Collected data -
Start of Block
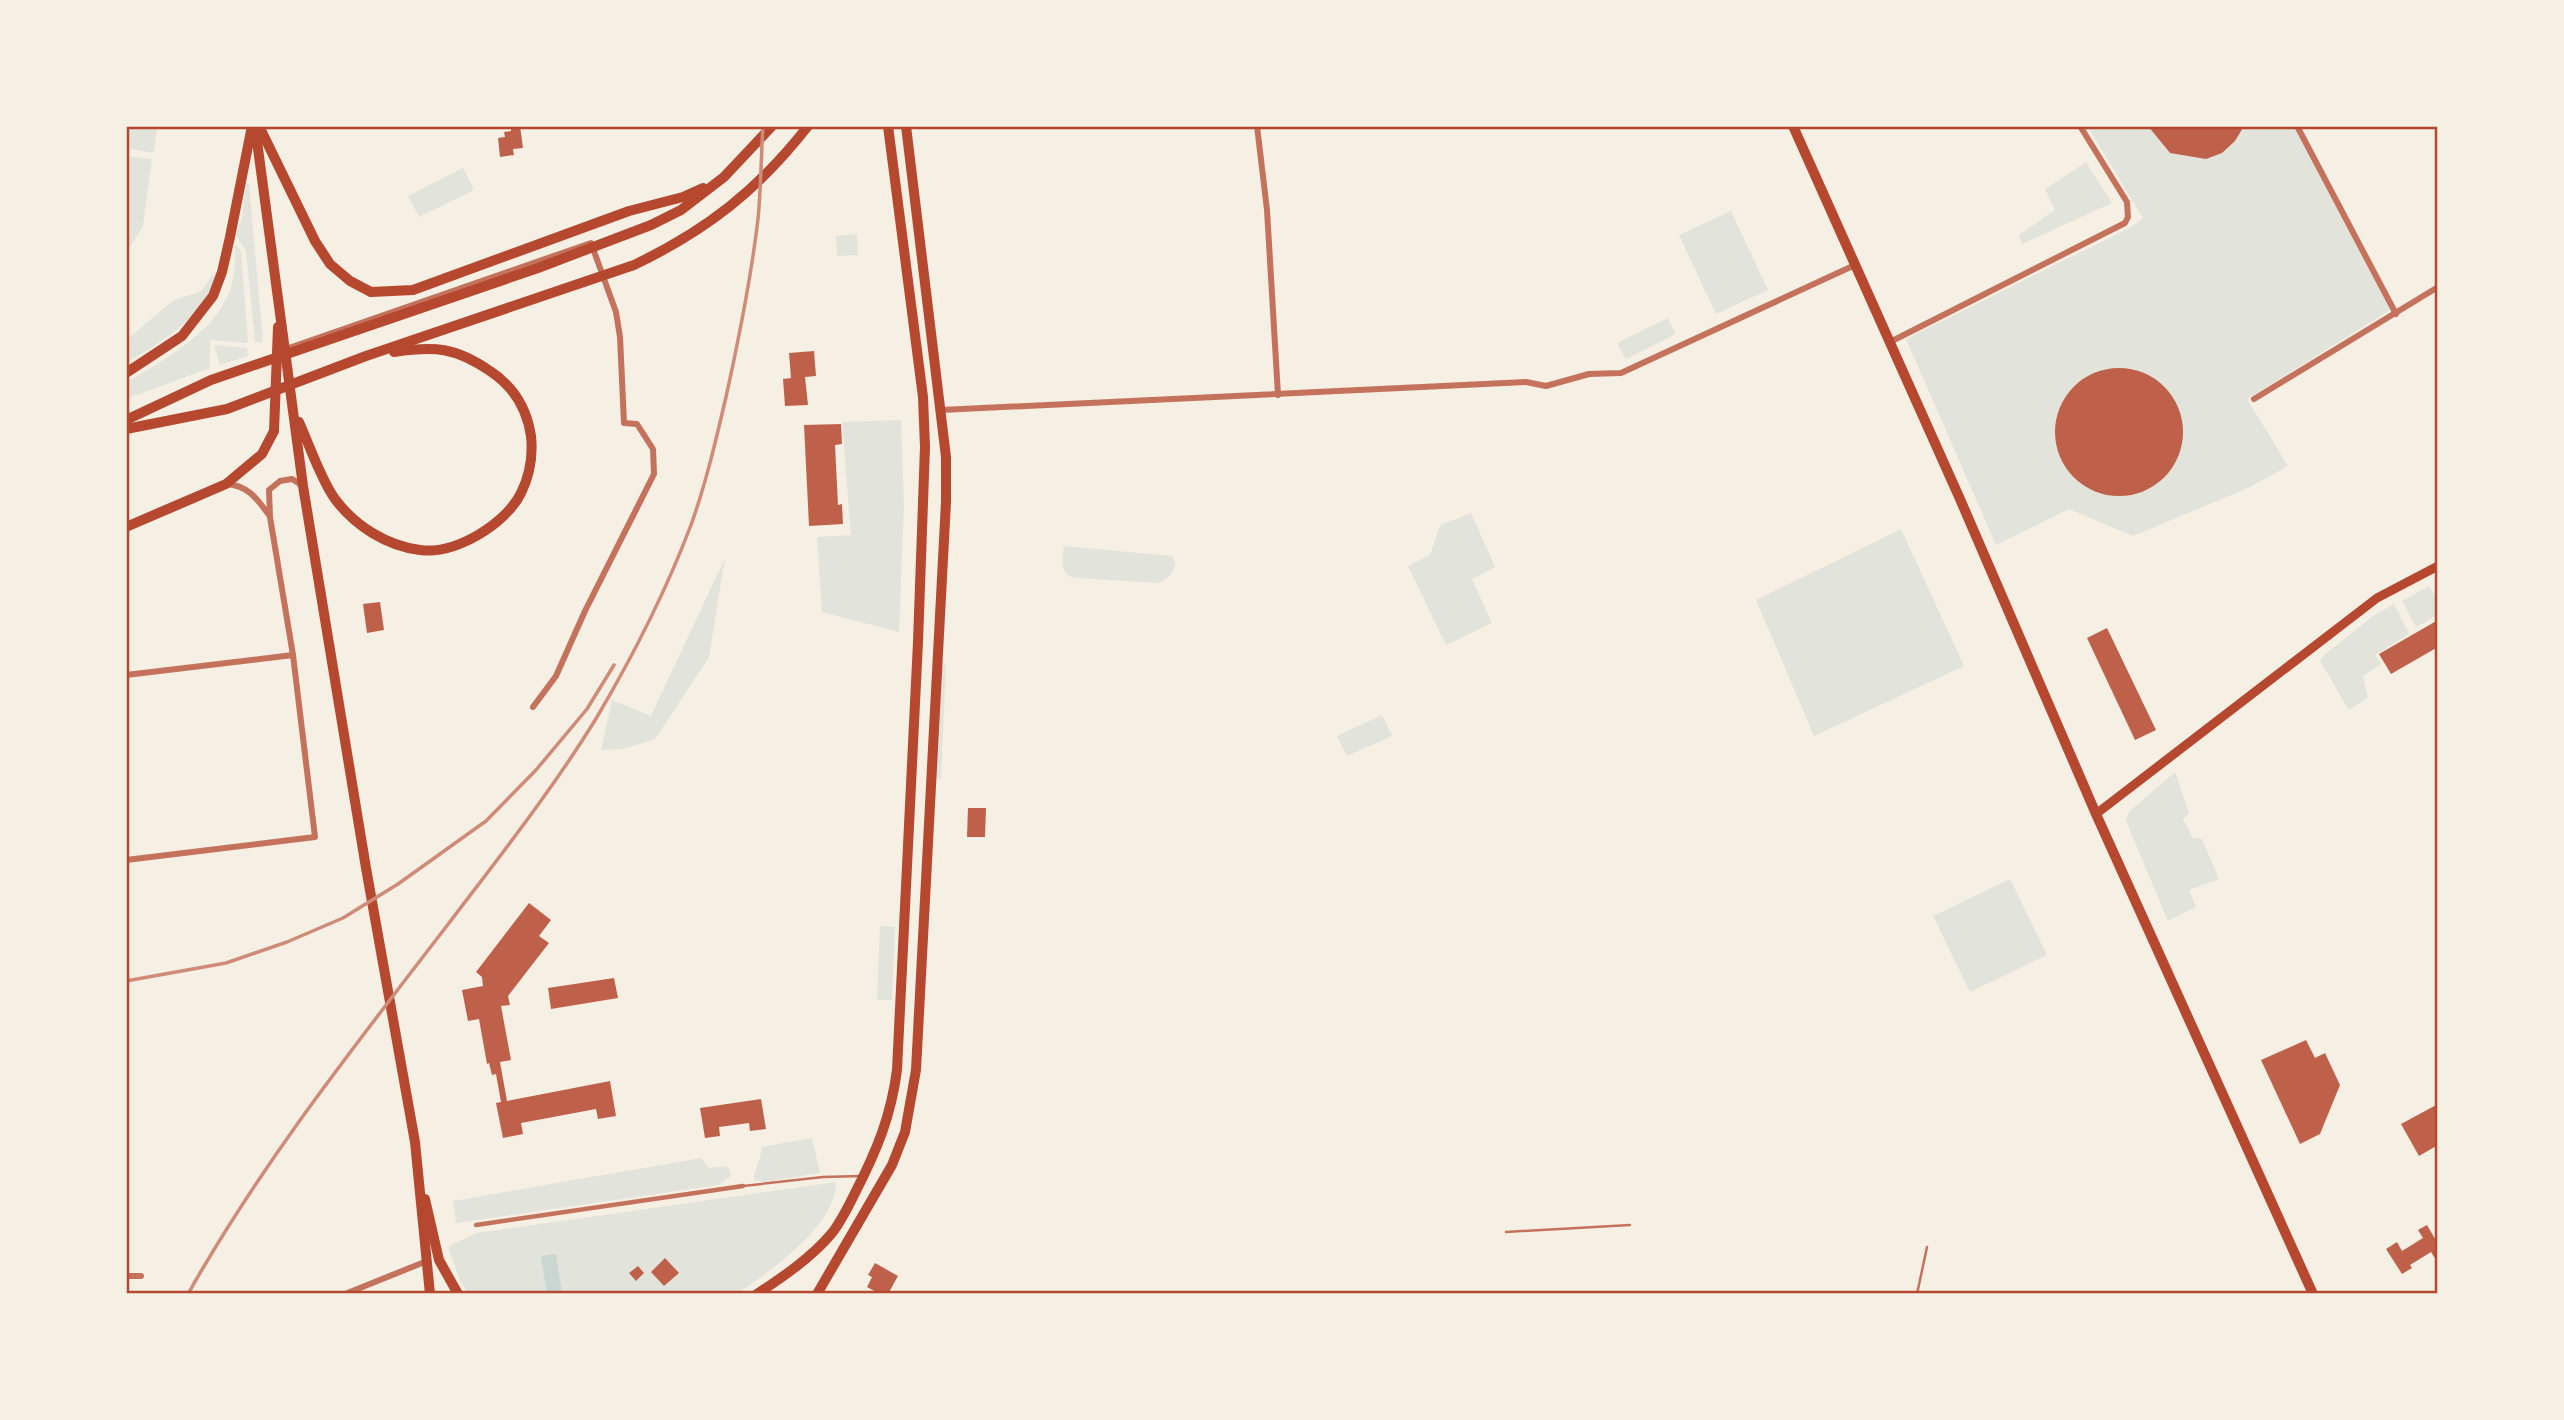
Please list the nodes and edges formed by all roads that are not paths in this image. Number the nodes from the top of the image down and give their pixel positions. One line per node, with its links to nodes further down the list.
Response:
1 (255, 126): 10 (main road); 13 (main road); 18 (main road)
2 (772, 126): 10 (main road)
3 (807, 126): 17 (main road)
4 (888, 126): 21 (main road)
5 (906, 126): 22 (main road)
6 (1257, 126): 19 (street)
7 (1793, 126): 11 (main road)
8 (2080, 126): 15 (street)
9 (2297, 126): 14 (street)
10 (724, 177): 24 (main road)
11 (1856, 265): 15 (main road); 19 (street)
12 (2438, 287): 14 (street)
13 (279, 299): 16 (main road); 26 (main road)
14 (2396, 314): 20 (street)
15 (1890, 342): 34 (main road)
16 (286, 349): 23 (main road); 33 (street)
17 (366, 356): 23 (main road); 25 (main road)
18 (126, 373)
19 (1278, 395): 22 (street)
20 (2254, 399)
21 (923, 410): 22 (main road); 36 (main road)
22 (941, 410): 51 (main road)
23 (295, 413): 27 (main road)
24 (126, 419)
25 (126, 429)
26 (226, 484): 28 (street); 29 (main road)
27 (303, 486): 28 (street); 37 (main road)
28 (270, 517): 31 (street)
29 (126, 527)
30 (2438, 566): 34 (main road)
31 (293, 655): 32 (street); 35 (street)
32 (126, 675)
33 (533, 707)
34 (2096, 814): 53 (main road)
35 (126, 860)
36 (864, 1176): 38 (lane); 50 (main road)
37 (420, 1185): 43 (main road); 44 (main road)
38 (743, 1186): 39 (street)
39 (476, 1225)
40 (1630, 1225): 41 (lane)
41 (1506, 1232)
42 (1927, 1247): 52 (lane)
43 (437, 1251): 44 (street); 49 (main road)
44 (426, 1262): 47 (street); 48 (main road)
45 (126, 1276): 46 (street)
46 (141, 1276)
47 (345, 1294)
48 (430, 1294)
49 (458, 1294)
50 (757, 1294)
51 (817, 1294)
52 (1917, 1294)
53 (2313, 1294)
End of Block
EXERCISE - The data needs to be reproduced exactly, please, apart from its pictures.

THE COMPLETED TASK -
Please list the nodes and edges formed by all roads that are not paths in this image. Number the nodes from the top of the image down and give their pixel positions. One line per node, with its links to nodes further down the list.
Response:
1 (255, 126): 10 (main road); 13 (main road); 18 (main road)
2 (772, 126): 10 (main road)
3 (807, 126): 17 (main road)
4 (888, 126): 21 (main road)
5 (906, 126): 22 (main road)
6 (1257, 126): 19 (street)
7 (1793, 126): 11 (main road)
8 (2080, 126): 15 (street)
9 (2297, 126): 14 (street)
10 (724, 177): 24 (main road)
11 (1856, 265): 15 (main road); 19 (street)
12 (2438, 287): 14 (street)
13 (279, 299): 16 (main road); 26 (main road)
14 (2396, 314): 20 (street)
15 (1890, 342): 34 (main road)
16 (286, 349): 23 (main road); 33 (street)
17 (366, 356): 23 (main road); 25 (main road)
18 (126, 373)
19 (1278, 395): 22 (street)
20 (2254, 399)
21 (923, 410): 22 (main road); 36 (main road)
22 (941, 410): 51 (main road)
23 (295, 413): 27 (main road)
24 (126, 419)
25 (126, 429)
26 (226, 484): 28 (street); 29 (main road)
27 (303, 486): 28 (street); 37 (main road)
28 (270, 517): 31 (street)
29 (126, 527)
30 (2438, 566): 34 (main road)
31 (293, 655): 32 (street); 35 (street)
32 (126, 675)
33 (533, 707)
34 (2096, 814): 53 (main road)
35 (126, 860)
36 (864, 1176): 38 (lane); 50 (main road)
37 (420, 1185): 43 (main road); 44 (main road)
38 (743, 1186): 39 (street)
39 (476, 1225)
40 (1630, 1225): 41 (lane)
41 (1506, 1232)
42 (1927, 1247): 52 (lane)
43 (437, 1251): 44 (street); 49 (main road)
44 (426, 1262): 47 (street); 48 (main road)
45 (126, 1276): 46 (street)
46 (141, 1276)
47 (345, 1294)
48 (430, 1294)
49 (458, 1294)
50 (757, 1294)
51 (817, 1294)
52 (1917, 1294)
53 (2313, 1294)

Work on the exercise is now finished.